__TASK BRIEF__
Records follow. Pull out every line that contains "junction".

◇ ◇ ◇ ◇ ◇ ◇ ◇

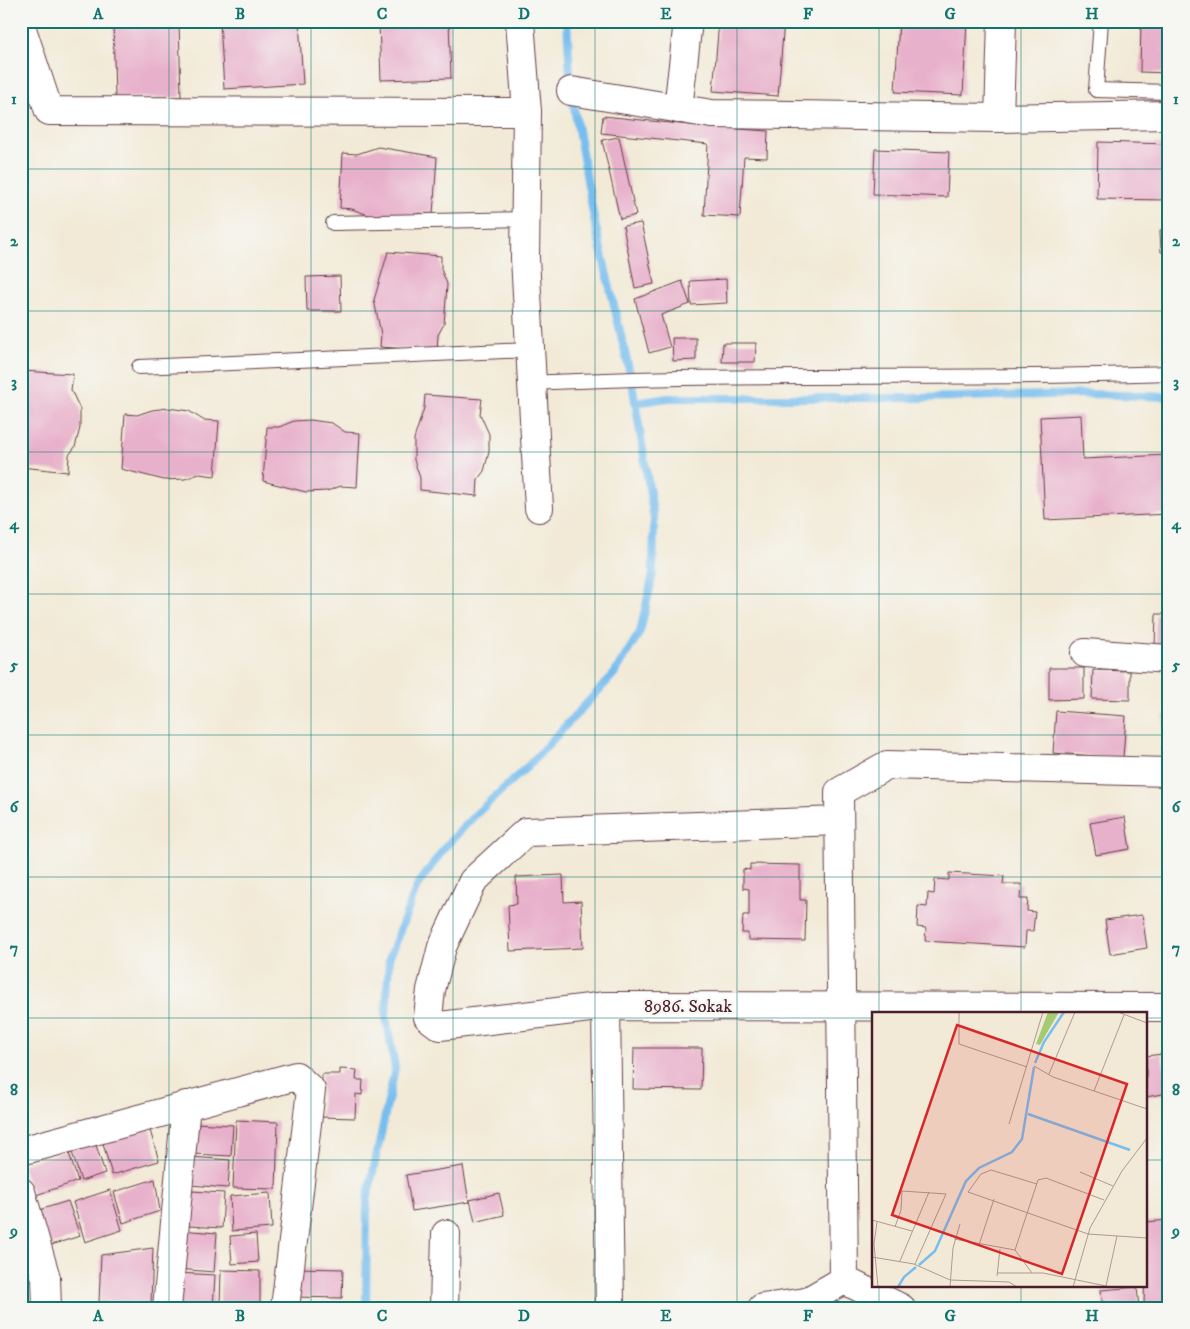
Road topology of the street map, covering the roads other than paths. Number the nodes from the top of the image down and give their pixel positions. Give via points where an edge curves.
1 (520, 21) edge
2 (688, 21) edge
3 (1002, 21) edge
4 (1101, 21) edge
5 (21, 26) edge
6 (571, 91) dead end
7 (1169, 92) edge
8 (678, 109) junction
9 (527, 112) junction
10 (1169, 115) edge
11 (999, 118) junction
12 (526, 219) junction
13 (333, 223) dead end
14 (530, 350) junction
15 (139, 367) dead end
16 (1169, 373) edge
17 (532, 383) junction
18 (539, 508) dead end
19 (1085, 652) dead end
20 (1169, 659) edge
21 (1169, 772) edge
22 (839, 821) junction
23 (606, 1006) junction
24 (841, 1007) junction
25 (1169, 1007) edge
26 (186, 1105) junction
27 (21, 1151) edge
28 (21, 1192) edge
29 (446, 1234) dead end
30 (844, 1280) junction
31 (47, 1308) edge
32 (167, 1308) edge
33 (284, 1308) edge
34 (444, 1308) edge
35 (610, 1308) edge
36 (762, 1308) edge
37 (902, 1308) edge

1 - 9 street
2 - 8 street
3 - 11 street
4 - 7 lane via 1096,90
5 - 9 street via 48,111
6 - 8 street
8 - 11 street via 712,114
9 - 12 street
10 - 11 street
12 - 13 lane
12 - 14 street
14 - 15 lane
14 - 17 street
16 - 17 lane via 1064,377 624,378
17 - 18 street
19 - 20 street
21 - 22 street via 888,765 839,792
22 - 23 street, 8986. Sokak via 526,832 473,881 442,947 428,1017 440,1026
22 - 24 street
23 - 24 street, 8986. Sokak
23 - 35 street
24 - 25 street, 8986. Sokak
24 - 30 street
26 - 27 street
26 - 32 street
26 - 33 street via 296,1076 311,1090
28 - 31 street via 46,1278
29 - 34 street
30 - 36 street via 806,1302
30 - 37 street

◇ ◇ ◇ ◇ ◇ ◇ ◇

__WRITTEN REPLY__
8 (678, 109) junction
9 (527, 112) junction
11 (999, 118) junction
12 (526, 219) junction
14 (530, 350) junction
17 (532, 383) junction
22 (839, 821) junction
23 (606, 1006) junction
24 (841, 1007) junction
26 (186, 1105) junction
30 (844, 1280) junction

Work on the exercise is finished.